* **Task goal**: The output is the lines below from the one with "pinky pip: (766, 197)" through the one with "middle pip: (240, 219)", both included, printed exactly and with no other line.

━━━━━━━━

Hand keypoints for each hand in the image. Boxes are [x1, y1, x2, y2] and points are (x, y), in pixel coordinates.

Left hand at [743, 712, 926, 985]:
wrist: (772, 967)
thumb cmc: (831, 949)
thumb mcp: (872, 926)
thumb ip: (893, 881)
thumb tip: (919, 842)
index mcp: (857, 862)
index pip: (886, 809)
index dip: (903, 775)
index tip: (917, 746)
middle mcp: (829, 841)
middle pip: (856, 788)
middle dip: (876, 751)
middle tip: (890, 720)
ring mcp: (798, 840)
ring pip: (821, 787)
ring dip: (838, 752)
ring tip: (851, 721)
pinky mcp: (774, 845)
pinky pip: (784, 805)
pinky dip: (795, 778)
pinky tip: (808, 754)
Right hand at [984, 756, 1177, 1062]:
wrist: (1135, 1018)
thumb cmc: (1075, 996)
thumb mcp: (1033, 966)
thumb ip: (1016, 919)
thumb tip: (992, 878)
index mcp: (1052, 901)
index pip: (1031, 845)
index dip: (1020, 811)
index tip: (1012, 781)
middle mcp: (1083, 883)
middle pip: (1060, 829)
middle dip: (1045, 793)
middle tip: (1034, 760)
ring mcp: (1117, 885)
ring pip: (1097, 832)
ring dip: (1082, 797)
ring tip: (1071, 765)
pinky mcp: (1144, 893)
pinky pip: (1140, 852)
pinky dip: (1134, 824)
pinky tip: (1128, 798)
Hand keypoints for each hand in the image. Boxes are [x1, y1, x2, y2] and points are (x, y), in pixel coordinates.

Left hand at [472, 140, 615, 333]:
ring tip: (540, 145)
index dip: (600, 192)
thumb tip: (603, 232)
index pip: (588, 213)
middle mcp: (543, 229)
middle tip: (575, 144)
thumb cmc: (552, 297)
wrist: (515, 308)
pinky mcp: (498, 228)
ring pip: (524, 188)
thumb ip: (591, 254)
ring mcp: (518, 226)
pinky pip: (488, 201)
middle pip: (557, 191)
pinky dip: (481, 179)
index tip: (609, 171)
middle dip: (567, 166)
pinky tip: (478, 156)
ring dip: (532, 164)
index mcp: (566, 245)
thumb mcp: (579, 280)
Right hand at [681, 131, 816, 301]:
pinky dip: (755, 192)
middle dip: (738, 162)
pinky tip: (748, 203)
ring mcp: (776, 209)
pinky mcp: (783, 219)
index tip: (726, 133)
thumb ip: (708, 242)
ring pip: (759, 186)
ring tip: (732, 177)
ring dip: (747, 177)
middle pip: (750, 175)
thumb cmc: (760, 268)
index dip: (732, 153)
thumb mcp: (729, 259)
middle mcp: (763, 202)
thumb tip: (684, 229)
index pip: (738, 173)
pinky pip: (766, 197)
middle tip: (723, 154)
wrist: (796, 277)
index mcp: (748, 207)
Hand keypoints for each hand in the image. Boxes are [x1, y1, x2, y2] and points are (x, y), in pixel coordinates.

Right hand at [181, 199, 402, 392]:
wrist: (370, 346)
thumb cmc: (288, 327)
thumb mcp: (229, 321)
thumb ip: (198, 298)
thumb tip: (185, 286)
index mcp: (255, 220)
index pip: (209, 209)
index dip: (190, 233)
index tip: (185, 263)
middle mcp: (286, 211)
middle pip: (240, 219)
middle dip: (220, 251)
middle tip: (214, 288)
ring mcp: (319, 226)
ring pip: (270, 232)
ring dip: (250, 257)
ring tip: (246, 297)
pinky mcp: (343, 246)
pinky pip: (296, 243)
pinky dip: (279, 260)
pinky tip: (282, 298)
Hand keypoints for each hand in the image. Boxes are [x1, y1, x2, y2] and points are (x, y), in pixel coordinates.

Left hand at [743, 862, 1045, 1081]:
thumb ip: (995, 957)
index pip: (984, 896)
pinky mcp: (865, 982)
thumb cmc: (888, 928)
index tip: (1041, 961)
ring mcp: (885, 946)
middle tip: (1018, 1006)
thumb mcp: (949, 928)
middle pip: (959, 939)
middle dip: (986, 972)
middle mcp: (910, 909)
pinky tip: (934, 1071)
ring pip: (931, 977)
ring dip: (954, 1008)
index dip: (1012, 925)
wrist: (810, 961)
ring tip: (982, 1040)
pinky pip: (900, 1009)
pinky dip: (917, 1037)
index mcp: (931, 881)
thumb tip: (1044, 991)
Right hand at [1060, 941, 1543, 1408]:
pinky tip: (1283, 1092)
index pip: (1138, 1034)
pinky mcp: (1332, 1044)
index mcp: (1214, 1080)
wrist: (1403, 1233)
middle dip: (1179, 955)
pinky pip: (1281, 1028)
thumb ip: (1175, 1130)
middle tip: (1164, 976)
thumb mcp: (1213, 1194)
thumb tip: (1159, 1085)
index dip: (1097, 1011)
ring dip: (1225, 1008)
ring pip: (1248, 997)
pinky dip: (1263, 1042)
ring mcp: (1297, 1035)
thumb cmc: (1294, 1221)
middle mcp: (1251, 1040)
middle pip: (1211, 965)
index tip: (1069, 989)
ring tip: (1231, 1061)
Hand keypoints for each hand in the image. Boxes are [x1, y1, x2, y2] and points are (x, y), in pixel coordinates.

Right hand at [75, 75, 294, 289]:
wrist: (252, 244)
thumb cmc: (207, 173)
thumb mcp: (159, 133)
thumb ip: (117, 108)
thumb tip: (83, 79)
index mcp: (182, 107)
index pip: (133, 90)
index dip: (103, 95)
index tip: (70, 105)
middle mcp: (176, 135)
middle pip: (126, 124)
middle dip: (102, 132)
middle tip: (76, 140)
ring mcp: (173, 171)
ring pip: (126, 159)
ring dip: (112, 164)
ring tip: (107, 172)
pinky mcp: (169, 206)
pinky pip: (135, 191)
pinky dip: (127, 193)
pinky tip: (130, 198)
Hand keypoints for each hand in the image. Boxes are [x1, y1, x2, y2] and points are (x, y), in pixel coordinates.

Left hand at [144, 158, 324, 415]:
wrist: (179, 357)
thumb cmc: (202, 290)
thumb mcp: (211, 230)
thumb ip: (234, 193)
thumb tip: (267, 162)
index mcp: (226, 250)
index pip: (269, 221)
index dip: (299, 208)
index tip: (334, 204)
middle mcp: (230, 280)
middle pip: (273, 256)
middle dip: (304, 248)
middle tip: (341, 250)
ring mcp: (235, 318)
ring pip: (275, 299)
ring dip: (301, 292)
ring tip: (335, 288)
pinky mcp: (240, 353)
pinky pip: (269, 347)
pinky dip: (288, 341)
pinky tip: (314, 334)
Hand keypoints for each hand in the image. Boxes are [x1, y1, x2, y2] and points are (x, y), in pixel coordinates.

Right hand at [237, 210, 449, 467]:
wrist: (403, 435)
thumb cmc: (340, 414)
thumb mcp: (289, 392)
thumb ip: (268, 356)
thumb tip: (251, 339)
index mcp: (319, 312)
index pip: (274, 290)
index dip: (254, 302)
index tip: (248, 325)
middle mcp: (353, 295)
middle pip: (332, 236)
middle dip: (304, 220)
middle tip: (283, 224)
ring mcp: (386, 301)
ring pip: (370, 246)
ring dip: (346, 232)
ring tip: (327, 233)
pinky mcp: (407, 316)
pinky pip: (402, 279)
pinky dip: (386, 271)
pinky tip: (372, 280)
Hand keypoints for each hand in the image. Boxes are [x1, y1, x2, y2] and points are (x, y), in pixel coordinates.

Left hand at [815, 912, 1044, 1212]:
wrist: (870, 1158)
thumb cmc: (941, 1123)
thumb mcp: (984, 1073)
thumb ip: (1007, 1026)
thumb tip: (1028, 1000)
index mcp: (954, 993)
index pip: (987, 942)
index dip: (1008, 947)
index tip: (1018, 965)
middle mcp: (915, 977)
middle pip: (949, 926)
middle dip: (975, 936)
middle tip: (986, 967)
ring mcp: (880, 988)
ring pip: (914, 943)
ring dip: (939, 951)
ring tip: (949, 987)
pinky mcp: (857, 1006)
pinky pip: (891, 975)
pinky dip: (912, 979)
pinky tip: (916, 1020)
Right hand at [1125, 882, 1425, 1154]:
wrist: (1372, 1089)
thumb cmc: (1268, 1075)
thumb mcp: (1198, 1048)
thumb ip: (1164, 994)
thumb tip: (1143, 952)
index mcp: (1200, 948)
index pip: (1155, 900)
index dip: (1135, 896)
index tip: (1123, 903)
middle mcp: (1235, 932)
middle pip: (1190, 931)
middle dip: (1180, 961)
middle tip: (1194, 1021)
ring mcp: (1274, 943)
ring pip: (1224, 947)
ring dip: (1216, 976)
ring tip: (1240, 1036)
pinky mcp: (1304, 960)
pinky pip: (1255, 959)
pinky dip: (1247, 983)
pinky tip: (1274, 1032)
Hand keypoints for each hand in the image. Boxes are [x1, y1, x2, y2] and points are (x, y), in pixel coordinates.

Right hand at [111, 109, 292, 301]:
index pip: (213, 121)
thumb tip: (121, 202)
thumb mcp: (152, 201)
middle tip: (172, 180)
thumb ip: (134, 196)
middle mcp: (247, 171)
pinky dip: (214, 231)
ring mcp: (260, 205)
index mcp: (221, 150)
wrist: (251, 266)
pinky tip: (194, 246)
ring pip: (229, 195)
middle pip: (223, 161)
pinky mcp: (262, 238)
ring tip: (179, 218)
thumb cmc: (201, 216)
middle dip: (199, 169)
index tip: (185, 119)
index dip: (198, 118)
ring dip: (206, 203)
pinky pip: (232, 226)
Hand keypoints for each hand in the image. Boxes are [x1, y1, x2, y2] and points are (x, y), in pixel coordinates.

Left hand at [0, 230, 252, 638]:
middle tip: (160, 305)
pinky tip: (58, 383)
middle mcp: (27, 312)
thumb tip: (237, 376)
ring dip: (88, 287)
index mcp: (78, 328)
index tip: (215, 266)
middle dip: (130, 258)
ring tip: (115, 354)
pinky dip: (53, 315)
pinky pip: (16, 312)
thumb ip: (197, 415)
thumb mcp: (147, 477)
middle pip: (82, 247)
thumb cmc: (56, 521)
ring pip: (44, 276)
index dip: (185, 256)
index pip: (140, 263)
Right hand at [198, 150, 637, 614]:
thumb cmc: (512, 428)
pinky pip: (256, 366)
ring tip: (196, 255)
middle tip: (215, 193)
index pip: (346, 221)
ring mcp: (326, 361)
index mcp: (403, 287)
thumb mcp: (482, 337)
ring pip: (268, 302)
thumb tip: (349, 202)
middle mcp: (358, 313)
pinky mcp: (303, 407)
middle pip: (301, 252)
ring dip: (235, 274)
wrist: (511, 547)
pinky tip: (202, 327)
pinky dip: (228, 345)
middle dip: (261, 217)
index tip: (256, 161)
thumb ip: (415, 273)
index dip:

━━━━━━━━

* **Written solution**:
pinky pip: (766, 197)
middle tip: (723, 154)
wrist: (796, 277)
index mcp: (748, 207)
Hand keypoints for each hand in the image. Boxes are [x1, y1, x2, y2] and points are (x, y), in pixel coordinates.

Right hand at [181, 199, 402, 392]:
wrist: (370, 346)
thumb cmc: (288, 327)
thumb mcp: (229, 321)
thumb ip: (198, 298)
thumb tip: (185, 286)
index mcp: (255, 220)
index pip: (209, 209)
index dip: (190, 233)
index tip: (185, 263)
middle mcp: (286, 211)
middle pip: (240, 219)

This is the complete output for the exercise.